In the entries below, the word "highway" appears on some lines. Copy each of those lines.

─── The data

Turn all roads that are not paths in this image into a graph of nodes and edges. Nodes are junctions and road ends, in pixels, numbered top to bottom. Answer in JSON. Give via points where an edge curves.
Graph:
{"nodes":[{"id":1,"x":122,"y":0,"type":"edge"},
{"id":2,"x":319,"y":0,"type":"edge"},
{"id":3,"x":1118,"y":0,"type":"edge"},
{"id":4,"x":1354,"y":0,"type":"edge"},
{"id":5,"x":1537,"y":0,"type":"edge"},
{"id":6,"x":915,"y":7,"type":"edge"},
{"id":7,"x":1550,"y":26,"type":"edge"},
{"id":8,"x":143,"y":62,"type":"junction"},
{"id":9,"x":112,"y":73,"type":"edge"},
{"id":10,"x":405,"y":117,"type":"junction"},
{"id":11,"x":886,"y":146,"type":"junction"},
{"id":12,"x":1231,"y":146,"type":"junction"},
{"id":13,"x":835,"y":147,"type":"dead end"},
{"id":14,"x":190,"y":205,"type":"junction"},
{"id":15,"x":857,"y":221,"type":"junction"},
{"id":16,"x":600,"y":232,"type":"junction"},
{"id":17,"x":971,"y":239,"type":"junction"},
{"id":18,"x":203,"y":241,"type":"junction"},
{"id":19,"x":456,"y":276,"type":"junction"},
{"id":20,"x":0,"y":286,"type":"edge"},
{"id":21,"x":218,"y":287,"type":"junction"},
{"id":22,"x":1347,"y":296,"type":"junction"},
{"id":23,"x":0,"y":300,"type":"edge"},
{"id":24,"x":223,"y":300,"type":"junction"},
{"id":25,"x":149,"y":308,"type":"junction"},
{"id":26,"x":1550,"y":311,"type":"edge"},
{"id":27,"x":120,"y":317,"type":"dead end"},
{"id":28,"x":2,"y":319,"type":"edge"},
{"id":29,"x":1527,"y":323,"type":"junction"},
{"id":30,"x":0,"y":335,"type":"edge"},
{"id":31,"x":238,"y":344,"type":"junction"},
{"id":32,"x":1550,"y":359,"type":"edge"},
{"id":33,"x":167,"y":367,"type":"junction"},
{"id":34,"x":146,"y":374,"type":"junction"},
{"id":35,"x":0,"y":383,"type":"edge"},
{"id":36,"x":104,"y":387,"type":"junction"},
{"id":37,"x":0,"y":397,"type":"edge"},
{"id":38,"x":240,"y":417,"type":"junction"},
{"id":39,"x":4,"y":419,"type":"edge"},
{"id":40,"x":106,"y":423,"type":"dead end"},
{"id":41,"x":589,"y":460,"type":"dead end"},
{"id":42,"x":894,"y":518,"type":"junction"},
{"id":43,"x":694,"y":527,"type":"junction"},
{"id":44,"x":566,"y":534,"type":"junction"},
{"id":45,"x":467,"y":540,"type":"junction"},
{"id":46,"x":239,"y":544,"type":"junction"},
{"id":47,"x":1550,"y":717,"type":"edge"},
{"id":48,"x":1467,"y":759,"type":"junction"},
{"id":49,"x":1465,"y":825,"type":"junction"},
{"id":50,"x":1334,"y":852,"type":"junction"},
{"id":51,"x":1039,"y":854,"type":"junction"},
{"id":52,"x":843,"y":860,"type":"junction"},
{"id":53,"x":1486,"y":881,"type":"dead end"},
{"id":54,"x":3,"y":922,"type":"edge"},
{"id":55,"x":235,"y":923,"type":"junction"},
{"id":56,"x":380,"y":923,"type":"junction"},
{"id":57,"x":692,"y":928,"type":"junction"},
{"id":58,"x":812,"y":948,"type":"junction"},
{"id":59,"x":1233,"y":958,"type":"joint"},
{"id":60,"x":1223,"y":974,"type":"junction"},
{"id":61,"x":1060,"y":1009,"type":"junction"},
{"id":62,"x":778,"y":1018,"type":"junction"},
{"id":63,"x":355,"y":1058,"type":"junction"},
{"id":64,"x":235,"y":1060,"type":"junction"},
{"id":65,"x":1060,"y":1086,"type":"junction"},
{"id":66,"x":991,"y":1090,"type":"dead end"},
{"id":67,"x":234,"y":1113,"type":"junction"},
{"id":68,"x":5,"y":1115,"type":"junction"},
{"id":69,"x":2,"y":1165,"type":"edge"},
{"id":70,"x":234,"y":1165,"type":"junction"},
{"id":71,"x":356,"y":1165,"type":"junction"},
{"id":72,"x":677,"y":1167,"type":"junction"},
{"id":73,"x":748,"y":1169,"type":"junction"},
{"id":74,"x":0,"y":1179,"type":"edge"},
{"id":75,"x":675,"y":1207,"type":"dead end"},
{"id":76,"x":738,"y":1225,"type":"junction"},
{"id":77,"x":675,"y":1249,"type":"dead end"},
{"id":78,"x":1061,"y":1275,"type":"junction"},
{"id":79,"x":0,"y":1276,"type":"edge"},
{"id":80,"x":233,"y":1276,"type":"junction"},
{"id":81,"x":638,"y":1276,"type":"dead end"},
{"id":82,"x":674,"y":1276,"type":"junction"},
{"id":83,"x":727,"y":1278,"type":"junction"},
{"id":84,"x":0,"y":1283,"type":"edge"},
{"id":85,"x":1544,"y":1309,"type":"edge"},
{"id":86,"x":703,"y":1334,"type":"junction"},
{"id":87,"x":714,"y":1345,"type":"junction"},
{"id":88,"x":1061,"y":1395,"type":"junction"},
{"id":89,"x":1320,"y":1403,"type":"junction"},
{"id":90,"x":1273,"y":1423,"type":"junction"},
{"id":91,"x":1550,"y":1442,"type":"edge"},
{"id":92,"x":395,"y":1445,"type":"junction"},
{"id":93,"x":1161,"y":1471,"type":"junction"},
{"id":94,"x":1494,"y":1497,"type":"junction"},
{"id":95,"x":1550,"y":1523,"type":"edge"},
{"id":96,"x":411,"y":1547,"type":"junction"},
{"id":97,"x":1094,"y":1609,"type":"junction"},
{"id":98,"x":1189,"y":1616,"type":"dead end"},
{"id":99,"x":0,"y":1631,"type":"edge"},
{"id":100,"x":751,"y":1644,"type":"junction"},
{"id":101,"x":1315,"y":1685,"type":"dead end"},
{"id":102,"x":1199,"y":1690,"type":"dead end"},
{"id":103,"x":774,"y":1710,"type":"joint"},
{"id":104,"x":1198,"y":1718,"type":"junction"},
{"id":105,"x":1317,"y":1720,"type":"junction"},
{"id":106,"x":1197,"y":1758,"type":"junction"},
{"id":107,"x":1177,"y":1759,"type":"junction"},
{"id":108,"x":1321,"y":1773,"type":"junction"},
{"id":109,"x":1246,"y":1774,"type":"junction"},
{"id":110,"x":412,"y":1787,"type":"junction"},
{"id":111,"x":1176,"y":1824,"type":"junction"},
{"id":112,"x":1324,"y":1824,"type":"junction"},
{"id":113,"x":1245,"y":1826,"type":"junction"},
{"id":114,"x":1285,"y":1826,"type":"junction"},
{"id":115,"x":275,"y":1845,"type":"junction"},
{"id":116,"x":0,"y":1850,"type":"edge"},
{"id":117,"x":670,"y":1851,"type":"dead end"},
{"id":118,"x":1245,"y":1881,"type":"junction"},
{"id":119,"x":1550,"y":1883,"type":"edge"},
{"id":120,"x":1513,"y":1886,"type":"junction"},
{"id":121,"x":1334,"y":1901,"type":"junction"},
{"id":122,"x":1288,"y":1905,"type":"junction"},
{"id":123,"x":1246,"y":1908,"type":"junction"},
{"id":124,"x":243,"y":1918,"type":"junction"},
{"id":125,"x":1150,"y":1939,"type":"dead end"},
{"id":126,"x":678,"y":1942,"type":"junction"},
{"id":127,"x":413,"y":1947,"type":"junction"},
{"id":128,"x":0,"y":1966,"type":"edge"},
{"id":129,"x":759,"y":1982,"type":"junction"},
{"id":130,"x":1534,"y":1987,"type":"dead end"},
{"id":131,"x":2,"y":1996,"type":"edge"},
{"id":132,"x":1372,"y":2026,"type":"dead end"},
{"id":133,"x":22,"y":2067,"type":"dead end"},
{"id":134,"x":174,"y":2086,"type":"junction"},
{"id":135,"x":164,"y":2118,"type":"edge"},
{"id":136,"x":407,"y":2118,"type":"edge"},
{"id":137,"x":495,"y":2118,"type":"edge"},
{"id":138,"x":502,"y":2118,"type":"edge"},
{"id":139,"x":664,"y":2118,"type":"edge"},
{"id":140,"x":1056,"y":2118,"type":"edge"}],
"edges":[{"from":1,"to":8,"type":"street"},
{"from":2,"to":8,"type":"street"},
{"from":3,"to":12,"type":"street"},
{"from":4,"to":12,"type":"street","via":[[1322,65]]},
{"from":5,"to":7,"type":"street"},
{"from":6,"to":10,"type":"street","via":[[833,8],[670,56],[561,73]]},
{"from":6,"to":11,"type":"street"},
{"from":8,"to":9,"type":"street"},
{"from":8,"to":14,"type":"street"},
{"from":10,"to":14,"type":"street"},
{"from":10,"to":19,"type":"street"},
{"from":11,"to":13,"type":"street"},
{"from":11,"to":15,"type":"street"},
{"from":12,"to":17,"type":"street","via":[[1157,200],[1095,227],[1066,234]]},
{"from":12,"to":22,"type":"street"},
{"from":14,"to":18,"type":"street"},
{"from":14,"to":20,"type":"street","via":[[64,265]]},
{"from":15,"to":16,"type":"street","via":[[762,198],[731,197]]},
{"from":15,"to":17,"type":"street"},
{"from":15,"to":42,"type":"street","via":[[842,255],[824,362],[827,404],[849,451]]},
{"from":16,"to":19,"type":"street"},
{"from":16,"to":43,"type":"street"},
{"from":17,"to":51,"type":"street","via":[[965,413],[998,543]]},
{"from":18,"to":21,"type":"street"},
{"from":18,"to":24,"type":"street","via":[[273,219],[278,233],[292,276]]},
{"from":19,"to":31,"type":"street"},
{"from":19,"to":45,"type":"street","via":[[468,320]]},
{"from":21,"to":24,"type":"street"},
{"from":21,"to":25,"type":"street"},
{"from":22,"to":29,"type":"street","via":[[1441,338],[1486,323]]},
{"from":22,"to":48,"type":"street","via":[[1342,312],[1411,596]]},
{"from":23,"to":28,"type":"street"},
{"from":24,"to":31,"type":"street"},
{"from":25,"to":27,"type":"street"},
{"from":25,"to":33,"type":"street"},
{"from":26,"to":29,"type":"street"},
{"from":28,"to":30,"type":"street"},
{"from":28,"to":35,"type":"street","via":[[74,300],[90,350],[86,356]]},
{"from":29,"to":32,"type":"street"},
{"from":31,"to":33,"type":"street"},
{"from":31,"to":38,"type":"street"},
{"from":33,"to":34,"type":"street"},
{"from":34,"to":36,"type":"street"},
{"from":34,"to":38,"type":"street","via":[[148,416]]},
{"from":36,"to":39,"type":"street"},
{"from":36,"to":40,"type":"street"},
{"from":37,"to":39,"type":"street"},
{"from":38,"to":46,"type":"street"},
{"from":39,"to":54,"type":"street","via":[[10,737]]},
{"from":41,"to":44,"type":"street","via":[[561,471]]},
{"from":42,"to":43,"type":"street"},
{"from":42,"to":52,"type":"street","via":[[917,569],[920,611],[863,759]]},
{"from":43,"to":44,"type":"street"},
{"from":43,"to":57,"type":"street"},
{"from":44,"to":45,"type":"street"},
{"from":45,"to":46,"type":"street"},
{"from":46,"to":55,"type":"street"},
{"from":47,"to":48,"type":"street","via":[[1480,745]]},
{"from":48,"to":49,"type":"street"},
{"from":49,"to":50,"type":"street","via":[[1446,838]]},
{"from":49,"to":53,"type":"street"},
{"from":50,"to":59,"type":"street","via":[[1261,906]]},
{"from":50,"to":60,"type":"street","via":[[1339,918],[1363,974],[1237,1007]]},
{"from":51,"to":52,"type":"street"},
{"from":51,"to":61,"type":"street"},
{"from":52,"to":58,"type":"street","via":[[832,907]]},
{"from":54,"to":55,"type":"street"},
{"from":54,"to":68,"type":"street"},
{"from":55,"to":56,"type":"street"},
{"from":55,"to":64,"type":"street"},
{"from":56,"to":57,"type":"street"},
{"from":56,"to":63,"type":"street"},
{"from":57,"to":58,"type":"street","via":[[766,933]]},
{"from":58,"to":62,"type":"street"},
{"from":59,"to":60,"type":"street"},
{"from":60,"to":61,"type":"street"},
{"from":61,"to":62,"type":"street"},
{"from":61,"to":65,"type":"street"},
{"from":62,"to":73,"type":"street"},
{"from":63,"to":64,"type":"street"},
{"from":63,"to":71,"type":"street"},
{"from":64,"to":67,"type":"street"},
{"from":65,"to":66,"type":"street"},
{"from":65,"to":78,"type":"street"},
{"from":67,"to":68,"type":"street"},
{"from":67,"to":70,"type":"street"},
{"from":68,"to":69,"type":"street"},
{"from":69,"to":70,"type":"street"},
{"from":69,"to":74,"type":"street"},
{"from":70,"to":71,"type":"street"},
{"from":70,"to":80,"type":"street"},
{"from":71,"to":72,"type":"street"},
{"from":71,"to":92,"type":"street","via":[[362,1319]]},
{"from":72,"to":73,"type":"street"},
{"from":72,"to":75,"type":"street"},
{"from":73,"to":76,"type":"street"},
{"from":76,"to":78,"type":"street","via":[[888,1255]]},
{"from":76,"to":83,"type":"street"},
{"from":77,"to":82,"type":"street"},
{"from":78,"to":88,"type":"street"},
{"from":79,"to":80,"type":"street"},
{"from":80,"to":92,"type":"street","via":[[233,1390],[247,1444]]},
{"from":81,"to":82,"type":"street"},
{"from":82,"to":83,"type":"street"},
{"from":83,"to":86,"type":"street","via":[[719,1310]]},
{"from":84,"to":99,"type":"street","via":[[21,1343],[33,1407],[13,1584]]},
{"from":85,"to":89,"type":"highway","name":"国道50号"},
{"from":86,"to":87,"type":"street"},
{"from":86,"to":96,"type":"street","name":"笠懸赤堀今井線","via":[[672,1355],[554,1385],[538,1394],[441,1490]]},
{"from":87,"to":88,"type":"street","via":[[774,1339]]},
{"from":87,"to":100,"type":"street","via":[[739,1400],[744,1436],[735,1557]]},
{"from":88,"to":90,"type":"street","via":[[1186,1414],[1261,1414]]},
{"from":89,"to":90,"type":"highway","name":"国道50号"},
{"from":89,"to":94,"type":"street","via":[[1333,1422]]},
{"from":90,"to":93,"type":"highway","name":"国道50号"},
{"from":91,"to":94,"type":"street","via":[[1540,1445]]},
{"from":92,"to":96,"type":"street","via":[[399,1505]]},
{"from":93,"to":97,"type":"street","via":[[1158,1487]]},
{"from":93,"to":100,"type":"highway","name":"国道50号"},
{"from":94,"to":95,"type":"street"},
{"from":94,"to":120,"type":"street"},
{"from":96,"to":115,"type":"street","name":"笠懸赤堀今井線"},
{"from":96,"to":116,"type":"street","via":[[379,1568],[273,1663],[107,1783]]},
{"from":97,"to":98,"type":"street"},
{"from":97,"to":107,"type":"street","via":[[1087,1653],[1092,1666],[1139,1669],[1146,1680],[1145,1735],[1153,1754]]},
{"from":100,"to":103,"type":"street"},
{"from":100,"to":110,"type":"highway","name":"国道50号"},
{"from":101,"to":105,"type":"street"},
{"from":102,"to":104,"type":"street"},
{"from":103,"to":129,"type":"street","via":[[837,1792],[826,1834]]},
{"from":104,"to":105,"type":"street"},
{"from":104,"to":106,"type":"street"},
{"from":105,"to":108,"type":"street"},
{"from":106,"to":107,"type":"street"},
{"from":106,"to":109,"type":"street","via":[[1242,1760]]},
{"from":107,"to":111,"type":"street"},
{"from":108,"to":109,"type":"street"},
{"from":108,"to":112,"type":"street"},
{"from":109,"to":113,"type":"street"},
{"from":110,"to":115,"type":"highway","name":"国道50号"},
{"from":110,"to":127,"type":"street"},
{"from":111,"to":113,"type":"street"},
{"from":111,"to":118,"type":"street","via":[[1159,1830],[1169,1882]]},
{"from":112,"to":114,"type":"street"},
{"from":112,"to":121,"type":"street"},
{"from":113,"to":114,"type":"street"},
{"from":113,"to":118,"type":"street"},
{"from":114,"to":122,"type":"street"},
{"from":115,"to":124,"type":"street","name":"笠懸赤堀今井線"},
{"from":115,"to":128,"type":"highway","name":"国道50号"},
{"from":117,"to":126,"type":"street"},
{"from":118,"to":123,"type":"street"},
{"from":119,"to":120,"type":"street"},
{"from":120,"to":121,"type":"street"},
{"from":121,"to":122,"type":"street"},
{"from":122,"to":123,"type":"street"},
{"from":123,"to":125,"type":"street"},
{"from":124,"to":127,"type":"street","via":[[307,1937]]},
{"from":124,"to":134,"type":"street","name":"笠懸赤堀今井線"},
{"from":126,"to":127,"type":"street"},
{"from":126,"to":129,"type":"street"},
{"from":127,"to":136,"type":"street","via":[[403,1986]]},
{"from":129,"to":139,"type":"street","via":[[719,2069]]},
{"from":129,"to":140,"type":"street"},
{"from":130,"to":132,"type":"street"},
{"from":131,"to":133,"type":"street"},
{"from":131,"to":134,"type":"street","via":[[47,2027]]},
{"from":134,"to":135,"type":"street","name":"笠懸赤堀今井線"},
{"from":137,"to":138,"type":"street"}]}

──────

* [Answer to the problem]
{"from":85,"to":89,"type":"highway","name":"国道50号"},
{"from":89,"to":90,"type":"highway","name":"国道50号"},
{"from":90,"to":93,"type":"highway","name":"国道50号"},
{"from":93,"to":100,"type":"highway","name":"国道50号"},
{"from":100,"to":110,"type":"highway","name":"国道50号"},
{"from":110,"to":115,"type":"highway","name":"国道50号"},
{"from":115,"to":128,"type":"highway","name":"国道50号"},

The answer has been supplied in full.